*EXERCISE PROMPT*. Search the data for "where" and copy every matching line.

[Stored data]
☆ ☆ ☆
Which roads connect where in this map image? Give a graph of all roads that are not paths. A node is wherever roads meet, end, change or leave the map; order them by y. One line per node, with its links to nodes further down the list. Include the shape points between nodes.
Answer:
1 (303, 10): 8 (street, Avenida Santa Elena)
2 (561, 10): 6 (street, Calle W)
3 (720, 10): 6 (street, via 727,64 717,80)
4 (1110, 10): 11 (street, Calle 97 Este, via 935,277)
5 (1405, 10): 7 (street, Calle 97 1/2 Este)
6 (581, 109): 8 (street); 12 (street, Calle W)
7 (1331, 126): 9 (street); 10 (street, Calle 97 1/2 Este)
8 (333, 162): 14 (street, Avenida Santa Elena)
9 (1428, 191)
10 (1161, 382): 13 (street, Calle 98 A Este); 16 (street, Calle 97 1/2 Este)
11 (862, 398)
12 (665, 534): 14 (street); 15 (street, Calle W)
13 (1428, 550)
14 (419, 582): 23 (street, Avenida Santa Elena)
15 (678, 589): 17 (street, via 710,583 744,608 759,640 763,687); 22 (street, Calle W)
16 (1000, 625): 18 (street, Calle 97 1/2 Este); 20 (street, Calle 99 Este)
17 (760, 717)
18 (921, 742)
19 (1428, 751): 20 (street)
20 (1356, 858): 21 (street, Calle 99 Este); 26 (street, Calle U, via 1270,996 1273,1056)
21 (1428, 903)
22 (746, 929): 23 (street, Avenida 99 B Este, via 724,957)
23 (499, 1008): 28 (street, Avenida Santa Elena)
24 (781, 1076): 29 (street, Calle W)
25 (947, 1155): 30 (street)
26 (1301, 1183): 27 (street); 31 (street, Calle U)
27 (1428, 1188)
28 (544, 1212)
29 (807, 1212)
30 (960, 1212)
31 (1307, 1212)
☆ ☆ ☆
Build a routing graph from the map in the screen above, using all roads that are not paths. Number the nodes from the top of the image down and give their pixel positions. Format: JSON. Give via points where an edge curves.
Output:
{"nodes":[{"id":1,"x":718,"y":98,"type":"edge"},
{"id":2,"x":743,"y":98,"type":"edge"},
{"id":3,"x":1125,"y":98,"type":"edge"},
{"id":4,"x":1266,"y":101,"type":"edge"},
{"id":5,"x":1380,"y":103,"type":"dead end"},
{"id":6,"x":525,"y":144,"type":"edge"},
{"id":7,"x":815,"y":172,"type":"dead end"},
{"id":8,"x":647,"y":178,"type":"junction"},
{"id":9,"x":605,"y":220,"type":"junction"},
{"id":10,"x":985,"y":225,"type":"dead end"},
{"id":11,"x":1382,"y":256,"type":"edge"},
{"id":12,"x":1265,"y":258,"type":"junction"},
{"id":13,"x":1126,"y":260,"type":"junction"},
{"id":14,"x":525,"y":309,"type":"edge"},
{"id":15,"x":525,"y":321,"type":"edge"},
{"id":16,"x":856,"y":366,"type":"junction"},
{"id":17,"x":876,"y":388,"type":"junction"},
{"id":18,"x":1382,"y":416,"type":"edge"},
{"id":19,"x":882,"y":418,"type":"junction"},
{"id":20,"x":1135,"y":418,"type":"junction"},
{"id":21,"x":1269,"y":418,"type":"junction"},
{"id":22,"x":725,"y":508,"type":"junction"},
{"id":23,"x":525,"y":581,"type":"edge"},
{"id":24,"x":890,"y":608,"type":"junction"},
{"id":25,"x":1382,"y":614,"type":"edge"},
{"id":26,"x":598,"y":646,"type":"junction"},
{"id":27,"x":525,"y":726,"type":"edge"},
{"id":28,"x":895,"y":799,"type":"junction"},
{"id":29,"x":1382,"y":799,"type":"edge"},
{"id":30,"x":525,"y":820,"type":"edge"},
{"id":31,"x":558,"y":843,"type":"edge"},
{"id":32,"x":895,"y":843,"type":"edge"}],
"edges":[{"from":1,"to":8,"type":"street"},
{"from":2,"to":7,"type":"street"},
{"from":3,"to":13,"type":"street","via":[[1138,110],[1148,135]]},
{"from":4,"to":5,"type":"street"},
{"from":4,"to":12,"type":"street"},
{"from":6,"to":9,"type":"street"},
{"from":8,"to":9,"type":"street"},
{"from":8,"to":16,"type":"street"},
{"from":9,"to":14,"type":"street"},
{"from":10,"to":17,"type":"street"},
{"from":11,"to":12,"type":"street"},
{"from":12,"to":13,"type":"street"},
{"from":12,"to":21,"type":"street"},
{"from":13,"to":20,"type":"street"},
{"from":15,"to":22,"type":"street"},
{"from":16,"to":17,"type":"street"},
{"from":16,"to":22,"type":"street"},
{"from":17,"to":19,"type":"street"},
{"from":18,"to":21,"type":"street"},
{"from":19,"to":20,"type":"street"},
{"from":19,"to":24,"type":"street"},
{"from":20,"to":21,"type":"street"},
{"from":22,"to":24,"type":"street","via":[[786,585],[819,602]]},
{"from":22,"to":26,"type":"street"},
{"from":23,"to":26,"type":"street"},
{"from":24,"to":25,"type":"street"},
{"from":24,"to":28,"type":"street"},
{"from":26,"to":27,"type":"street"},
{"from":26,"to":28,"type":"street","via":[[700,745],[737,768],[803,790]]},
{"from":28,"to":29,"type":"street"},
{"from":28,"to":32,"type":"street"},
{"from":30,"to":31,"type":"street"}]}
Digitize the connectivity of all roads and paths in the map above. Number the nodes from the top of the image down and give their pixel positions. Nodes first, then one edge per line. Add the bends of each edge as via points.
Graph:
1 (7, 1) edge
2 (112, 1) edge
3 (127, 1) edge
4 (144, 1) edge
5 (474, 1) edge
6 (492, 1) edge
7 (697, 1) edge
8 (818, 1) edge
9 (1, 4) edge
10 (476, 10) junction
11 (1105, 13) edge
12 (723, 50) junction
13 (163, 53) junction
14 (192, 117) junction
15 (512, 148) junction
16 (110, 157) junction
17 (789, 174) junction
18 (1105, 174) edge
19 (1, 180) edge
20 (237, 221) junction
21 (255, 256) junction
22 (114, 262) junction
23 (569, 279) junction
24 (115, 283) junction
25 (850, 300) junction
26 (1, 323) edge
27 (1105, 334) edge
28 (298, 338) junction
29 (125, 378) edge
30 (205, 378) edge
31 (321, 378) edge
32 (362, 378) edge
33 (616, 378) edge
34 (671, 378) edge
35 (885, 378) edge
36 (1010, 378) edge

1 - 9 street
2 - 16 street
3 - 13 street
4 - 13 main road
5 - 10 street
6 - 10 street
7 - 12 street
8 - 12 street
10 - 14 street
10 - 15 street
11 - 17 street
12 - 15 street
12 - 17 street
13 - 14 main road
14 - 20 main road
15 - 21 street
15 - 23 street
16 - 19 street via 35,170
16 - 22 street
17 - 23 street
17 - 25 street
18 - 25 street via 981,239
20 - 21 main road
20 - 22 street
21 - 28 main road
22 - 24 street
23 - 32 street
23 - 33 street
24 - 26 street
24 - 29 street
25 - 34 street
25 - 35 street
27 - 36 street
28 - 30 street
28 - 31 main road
☆ ☆ ☆
*ANSWER BELOW*.
Which roads connect where in this map image? Give a graph of all roads that are not paths. A node is wherever roads meet, end, change or leave the map; order them by y. One line per node, with its links to nodes further down the list. Include the shape points between nodes.
Build a routing graph from the map in the screen above, using all roads that are not paths. Number the nodes from the top of the image down and give their pixel positions. Format: JSON. Give via points where an edge curves.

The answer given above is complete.